(Provided records)
--------------------

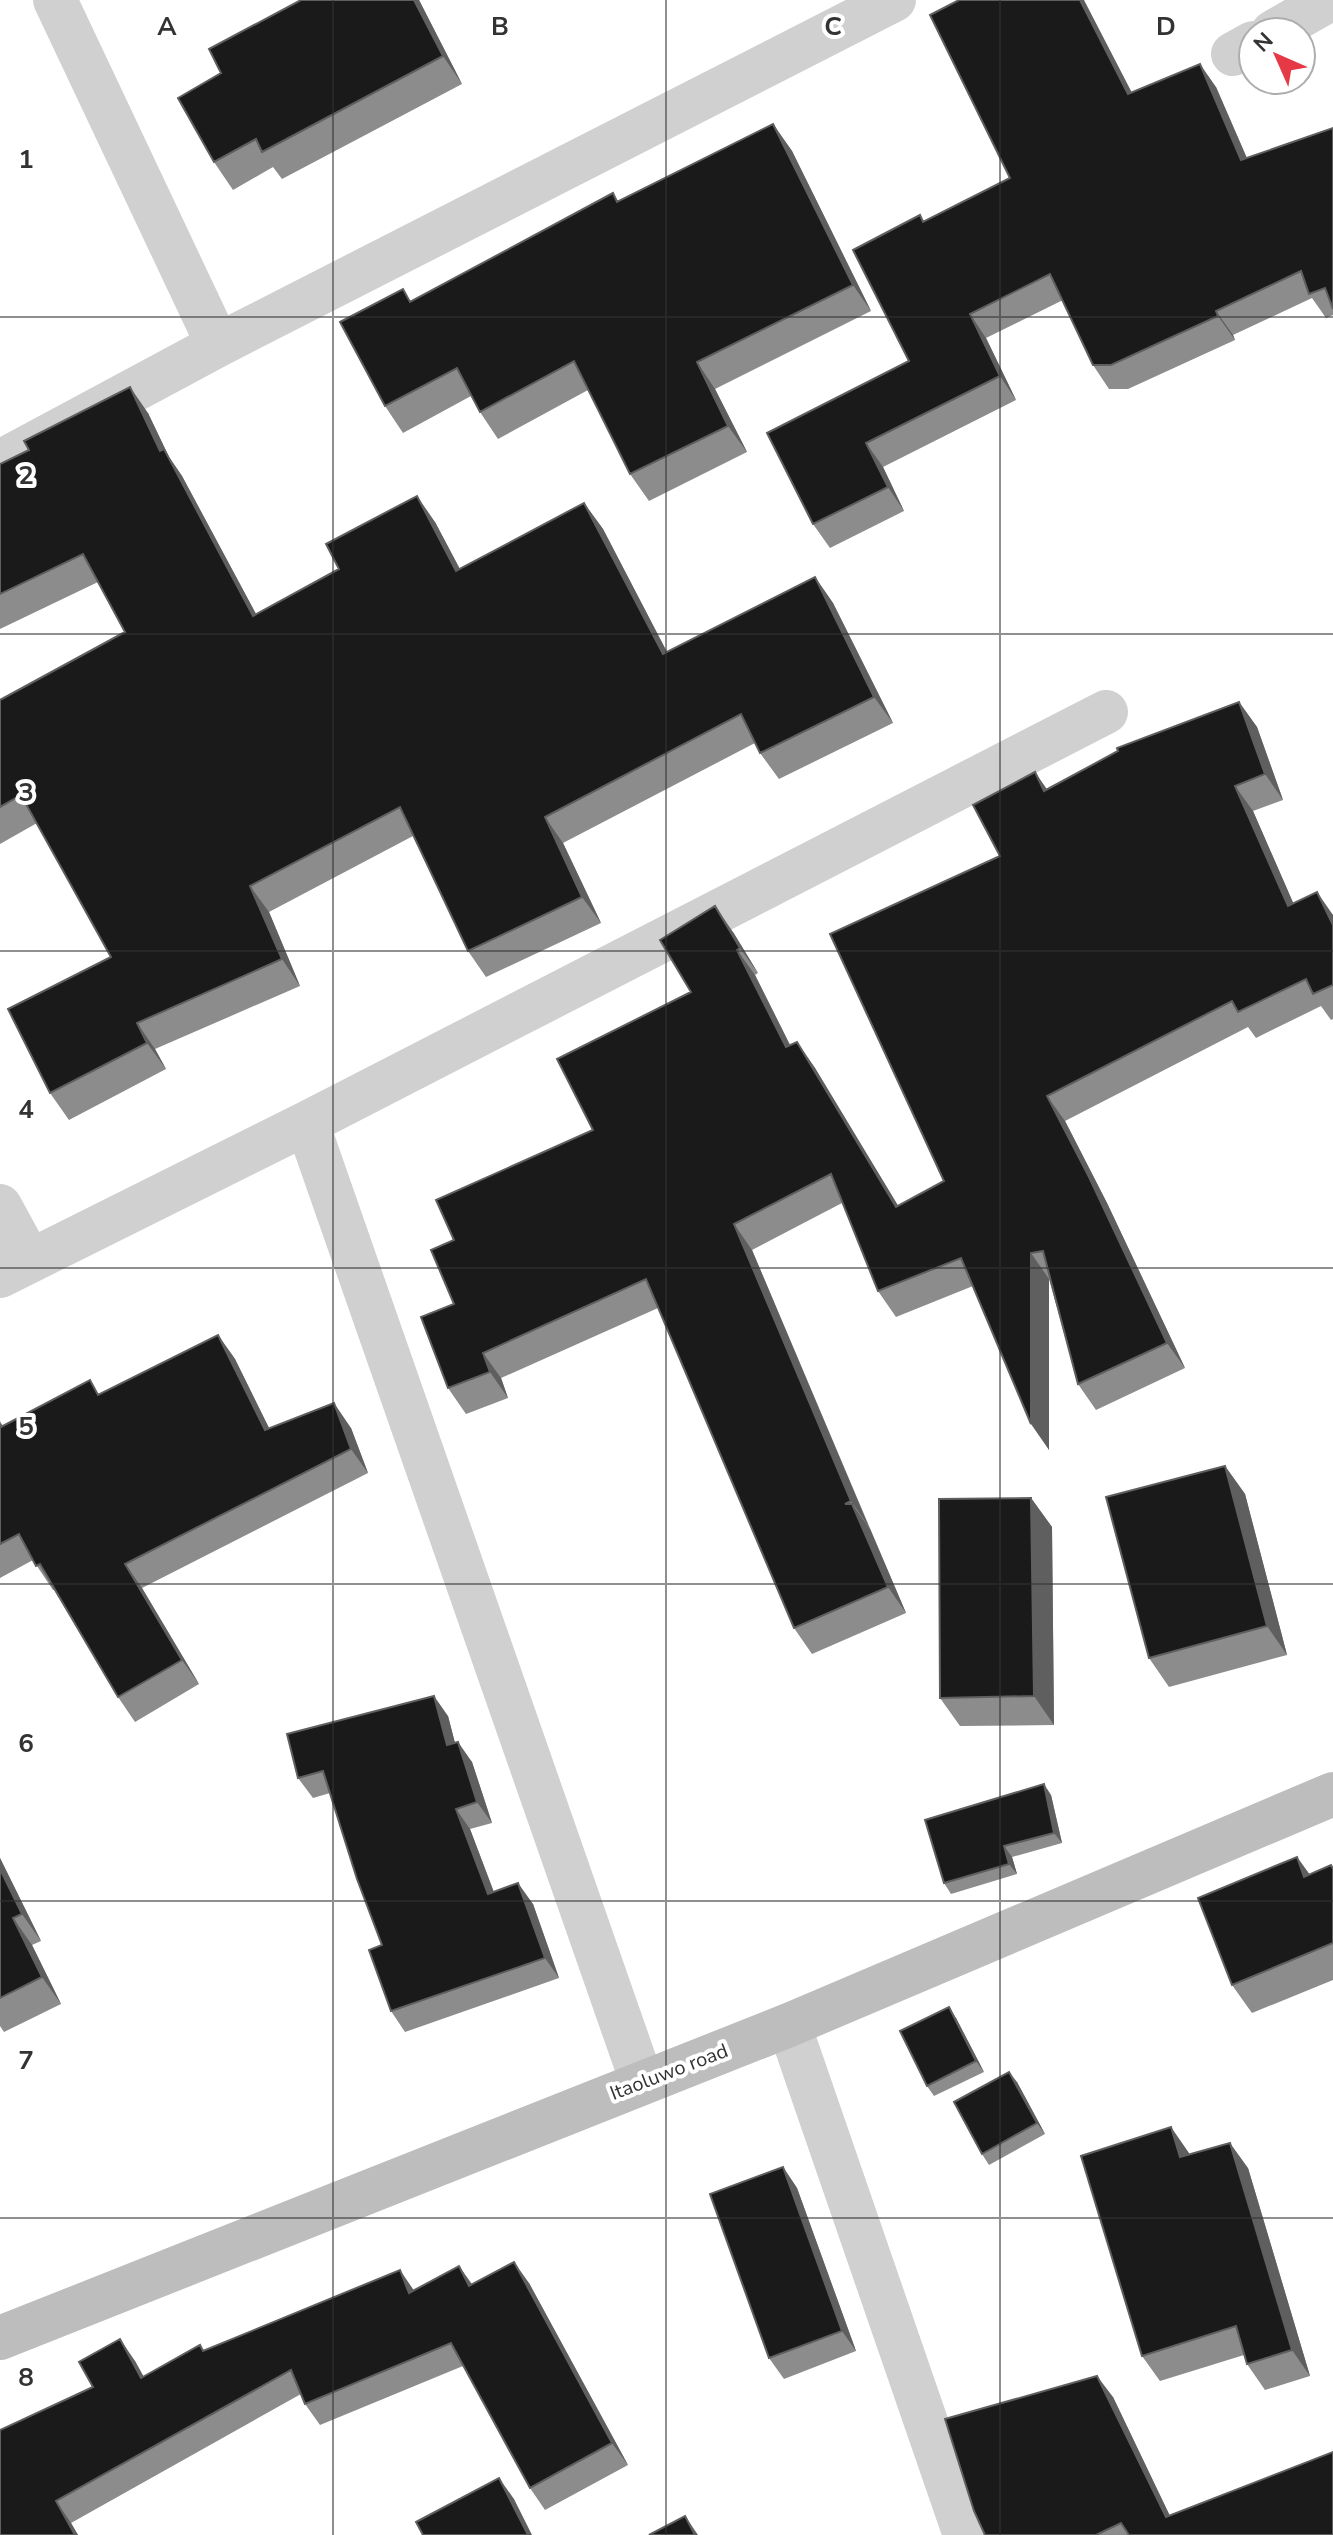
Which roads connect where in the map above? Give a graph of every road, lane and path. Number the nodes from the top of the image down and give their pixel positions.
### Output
1 (55, 0) edge
2 (894, 0) edge
3 (1329, 0) edge
4 (1301, 16) edge
5 (218, 345) junction
6 (0, 462) edge
7 (1106, 712) dead end
8 (307, 1123) junction
9 (0, 1206) edge
10 (15, 1269) edge
11 (1333, 1794) edge
12 (789, 2025) junction
13 (642, 2082) junction
14 (0, 2338) edge
15 (965, 2535) edge

1 - 5 street
2 - 5 street
3 - 4 street
5 - 6 street
7 - 8 street
8 - 10 street
8 - 13 street
9 - 10 street
11 - 12 street, Itaoluwo road
12 - 13 street, Itaoluwo road
12 - 15 street
13 - 14 street, Itaoluwo road

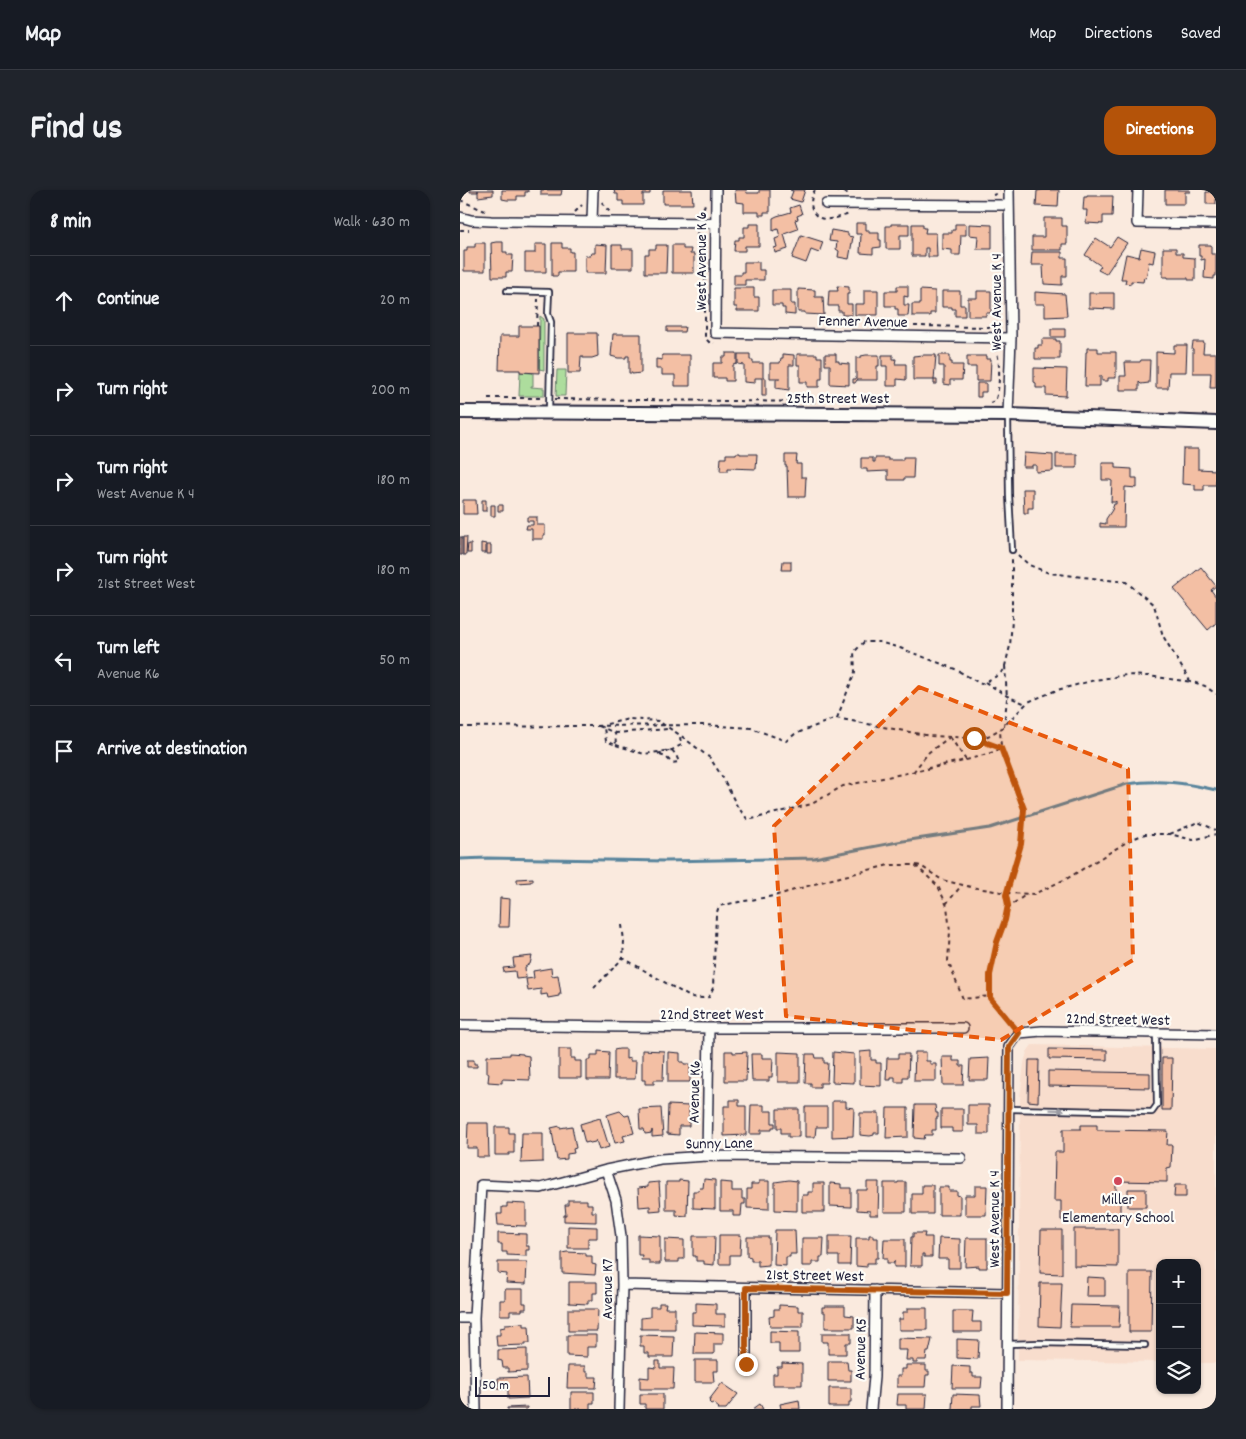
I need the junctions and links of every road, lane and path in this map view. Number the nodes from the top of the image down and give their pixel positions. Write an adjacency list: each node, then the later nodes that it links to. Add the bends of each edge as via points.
1 (593, 190): 18 (street)
2 (716, 190): 19 (street, West Avenue K 6)
3 (815, 190): 15 (path, via 811,204 817,216 828,219)
4 (1009, 190): 11 (street, West Avenue K 4)
5 (1138, 190): 20 (street, via 1137,223)
6 (602, 196): 14 (path, via 604,206)
7 (706, 197): 16 (path, via 704,207)
8 (460, 200): 12 (path)
9 (584, 202): 13 (path)
10 (826, 204): 11 (street)
11 (1009, 205): 27 (street, West Avenue K 4)
12 (492, 212)
13 (573, 213)
14 (612, 213)
15 (854, 213)
16 (695, 214)
17 (460, 216): 18 (street, via 491,221)
18 (592, 222): 19 (street)
19 (716, 223): 26 (street, West Avenue K 6)
20 (1216, 224)
21 (1000, 260): 25 (path, via 999,320 996,324 988,327)
22 (507, 291): 23 (lane)
23 (538, 291): 24 (path); 29 (lane, via 549,292)
24 (537, 326)
25 (910, 326)
26 (715, 333): 27 (street, Fenner Avenue)
27 (1011, 338): 30 (street, West Avenue K 4)
28 (460, 412): 29 (street, 25th Street West)
29 (549, 412): 30 (street, 25th Street West)
30 (1008, 415): 31 (street, 25th Street West); 32 (lane)
31 (1216, 422)
32 (1012, 550): 33 (path, via 1012,620); 35 (path, via 1029,565 1049,573 1126,582 1136,589 1154,605 1163,636)
33 (1005, 665): 34 (path, via 995,678); 37 (path)
34 (985, 682): 37 (path); 39 (path, via 981,684 955,669 900,648 864,642 854,652 855,672)
35 (1192, 682): 36 (path); 38 (path, via 1126,675 1057,690)
36 (1216, 694)
37 (1007, 696): 38 (path); 41 (path)
38 (1026, 704): 41 (path)
39 (837, 718): 42 (path, via 802,731 786,741 751,728 704,725); 47 (path)
40 (460, 726): 42 (path)
41 (1004, 726): 44 (path)
42 (603, 727): 43 (path, via 629,719 658,721); 45 (path); 49 (path, via 606,741)
43 (670, 728): 45 (path); 46 (path)
44 (1000, 729): 48 (path, via 988,736); 50 (path)
45 (615, 733): 49 (path)
46 (680, 735): 51 (path, via 681,745); 53 (path, via 710,758 748,820 812,804 843,786)
47 (950, 737): 48 (path); 52 (path); 53 (path, via 929,752)
48 (975, 738): 50 (path)
49 (616, 745): 51 (path, via 644,754)
50 (1001, 748): 52 (path); 58 (path, via 1024,809 1021,844)
51 (672, 750): 51 (path, via 664,752 657,754 666,756 672,763 680,762)
52 (966, 760): 53 (path)
53 (914, 771)
54 (1216, 832): 55 (path, via 1194,840); 55 (path, via 1198,822)
55 (1168, 834): 59 (path, via 1145,834 1130,840 1068,878)
56 (914, 865): 57 (path, via 942,880); 60 (path, via 938,886); 63 (path, via 889,865 774,896 719,906 713,988 709,996 703,998 690,997)
57 (962, 885): 58 (path); 60 (path)
58 (1007, 893): 59 (path); 61 (path)
59 (1028, 894): 61 (path)
60 (946, 904): 65 (path, via 950,931 948,961 963,999)
61 (1007, 908): 65 (path, via 990,975)
62 (622, 925): 63 (path)
63 (623, 958): 64 (path)
64 (594, 988)
65 (990, 996): 69 (path)
66 (460, 1025): 67 (street, 22nd Street West)
67 (709, 1028): 68 (street, 22nd Street West); 73 (street, Avenue K6)
68 (963, 1028)
69 (1019, 1033): 70 (street, 22nd Street West); 72 (street, West Avenue K 4, via 1009,1047)
70 (1156, 1033): 71 (street, 22nd Street West); 72 (lane, one-way to 70, via 1152,1112 1157,1105)
71 (1216, 1034)
72 (1008, 1109): 79 (street, West Avenue K 4)
73 (706, 1156): 74 (street, Sunny Lane); 75 (street, Sunny Lane, via 660,1158)
74 (961, 1158)
75 (606, 1170): 76 (street, Avenue K7, via 616,1200); 81 (street, Sunny Lane, via 541,1188 480,1186)
76 (622, 1285): 77 (street, 21st Street West); 86 (street, Avenue K7)
77 (746, 1288): 78 (street, 21st Street West); 84 (street)
78 (875, 1290): 79 (street, 21st Street West); 87 (street, Avenue K5)
79 (1007, 1293): 82 (street, West Avenue K 4)
80 (460, 1318): 81 (street)
81 (474, 1318): 85 (street)
82 (1007, 1344): 83 (lane); 88 (street, West Avenue K 4)
83 (1144, 1346)
84 (746, 1364)
85 (476, 1409)
86 (619, 1409)
87 (871, 1409)
88 (1007, 1409)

--------------------

(What the task asks)
Copy the records above exactly. The pictures are not part of the copy.

(Solution to this task)
Which roads connect where in the map above? Give a graph of every road, lane and path. Number the nodes from the top of the image down and give their pixel positions.
### Output
1 (55, 0) edge
2 (894, 0) edge
3 (1329, 0) edge
4 (1301, 16) edge
5 (218, 345) junction
6 (0, 462) edge
7 (1106, 712) dead end
8 (307, 1123) junction
9 (0, 1206) edge
10 (15, 1269) edge
11 (1333, 1794) edge
12 (789, 2025) junction
13 (642, 2082) junction
14 (0, 2338) edge
15 (965, 2535) edge

1 - 5 street
2 - 5 street
3 - 4 street
5 - 6 street
7 - 8 street
8 - 10 street
8 - 13 street
9 - 10 street
11 - 12 street, Itaoluwo road
12 - 13 street, Itaoluwo road
12 - 15 street
13 - 14 street, Itaoluwo road

I need the junctions and links of every road, lane and path in this map view. Number the nodes from the top of the image down and give their pixel positions. Write an adjacency list: each node, then the later nodes that it links to. Add the bends of each edge as via points.
1 (593, 190): 18 (street)
2 (716, 190): 19 (street, West Avenue K 6)
3 (815, 190): 15 (path, via 811,204 817,216 828,219)
4 (1009, 190): 11 (street, West Avenue K 4)
5 (1138, 190): 20 (street, via 1137,223)
6 (602, 196): 14 (path, via 604,206)
7 (706, 197): 16 (path, via 704,207)
8 (460, 200): 12 (path)
9 (584, 202): 13 (path)
10 (826, 204): 11 (street)
11 (1009, 205): 27 (street, West Avenue K 4)
12 (492, 212)
13 (573, 213)
14 (612, 213)
15 (854, 213)
16 (695, 214)
17 (460, 216): 18 (street, via 491,221)
18 (592, 222): 19 (street)
19 (716, 223): 26 (street, West Avenue K 6)
20 (1216, 224)
21 (1000, 260): 25 (path, via 999,320 996,324 988,327)
22 (507, 291): 23 (lane)
23 (538, 291): 24 (path); 29 (lane, via 549,292)
24 (537, 326)
25 (910, 326)
26 (715, 333): 27 (street, Fenner Avenue)
27 (1011, 338): 30 (street, West Avenue K 4)
28 (460, 412): 29 (street, 25th Street West)
29 (549, 412): 30 (street, 25th Street West)
30 (1008, 415): 31 (street, 25th Street West); 32 (lane)
31 (1216, 422)
32 (1012, 550): 33 (path, via 1012,620); 35 (path, via 1029,565 1049,573 1126,582 1136,589 1154,605 1163,636)
33 (1005, 665): 34 (path, via 995,678); 37 (path)
34 (985, 682): 37 (path); 39 (path, via 981,684 955,669 900,648 864,642 854,652 855,672)
35 (1192, 682): 36 (path); 38 (path, via 1126,675 1057,690)
36 (1216, 694)
37 (1007, 696): 38 (path); 41 (path)
38 (1026, 704): 41 (path)
39 (837, 718): 42 (path, via 802,731 786,741 751,728 704,725); 47 (path)
40 (460, 726): 42 (path)
41 (1004, 726): 44 (path)
42 (603, 727): 43 (path, via 629,719 658,721); 45 (path); 49 (path, via 606,741)
43 (670, 728): 45 (path); 46 (path)
44 (1000, 729): 48 (path, via 988,736); 50 (path)
45 (615, 733): 49 (path)
46 (680, 735): 51 (path, via 681,745); 53 (path, via 710,758 748,820 812,804 843,786)
47 (950, 737): 48 (path); 52 (path); 53 (path, via 929,752)
48 (975, 738): 50 (path)
49 (616, 745): 51 (path, via 644,754)
50 (1001, 748): 52 (path); 58 (path, via 1024,809 1021,844)
51 (672, 750): 51 (path, via 664,752 657,754 666,756 672,763 680,762)
52 (966, 760): 53 (path)
53 (914, 771)
54 (1216, 832): 55 (path, via 1194,840); 55 (path, via 1198,822)
55 (1168, 834): 59 (path, via 1145,834 1130,840 1068,878)
56 (914, 865): 57 (path, via 942,880); 60 (path, via 938,886); 63 (path, via 889,865 774,896 719,906 713,988 709,996 703,998 690,997)
57 (962, 885): 58 (path); 60 (path)
58 (1007, 893): 59 (path); 61 (path)
59 (1028, 894): 61 (path)
60 (946, 904): 65 (path, via 950,931 948,961 963,999)
61 (1007, 908): 65 (path, via 990,975)
62 (622, 925): 63 (path)
63 (623, 958): 64 (path)
64 (594, 988)
65 (990, 996): 69 (path)
66 (460, 1025): 67 (street, 22nd Street West)
67 (709, 1028): 68 (street, 22nd Street West); 73 (street, Avenue K6)
68 (963, 1028)
69 (1019, 1033): 70 (street, 22nd Street West); 72 (street, West Avenue K 4, via 1009,1047)
70 (1156, 1033): 71 (street, 22nd Street West); 72 (lane, one-way to 70, via 1152,1112 1157,1105)
71 (1216, 1034)
72 (1008, 1109): 79 (street, West Avenue K 4)
73 (706, 1156): 74 (street, Sunny Lane); 75 (street, Sunny Lane, via 660,1158)
74 (961, 1158)
75 (606, 1170): 76 (street, Avenue K7, via 616,1200); 81 (street, Sunny Lane, via 541,1188 480,1186)
76 (622, 1285): 77 (street, 21st Street West); 86 (street, Avenue K7)
77 (746, 1288): 78 (street, 21st Street West); 84 (street)
78 (875, 1290): 79 (street, 21st Street West); 87 (street, Avenue K5)
79 (1007, 1293): 82 (street, West Avenue K 4)
80 (460, 1318): 81 (street)
81 (474, 1318): 85 (street)
82 (1007, 1344): 83 (lane); 88 (street, West Avenue K 4)
83 (1144, 1346)
84 (746, 1364)
85 (476, 1409)
86 (619, 1409)
87 (871, 1409)
88 (1007, 1409)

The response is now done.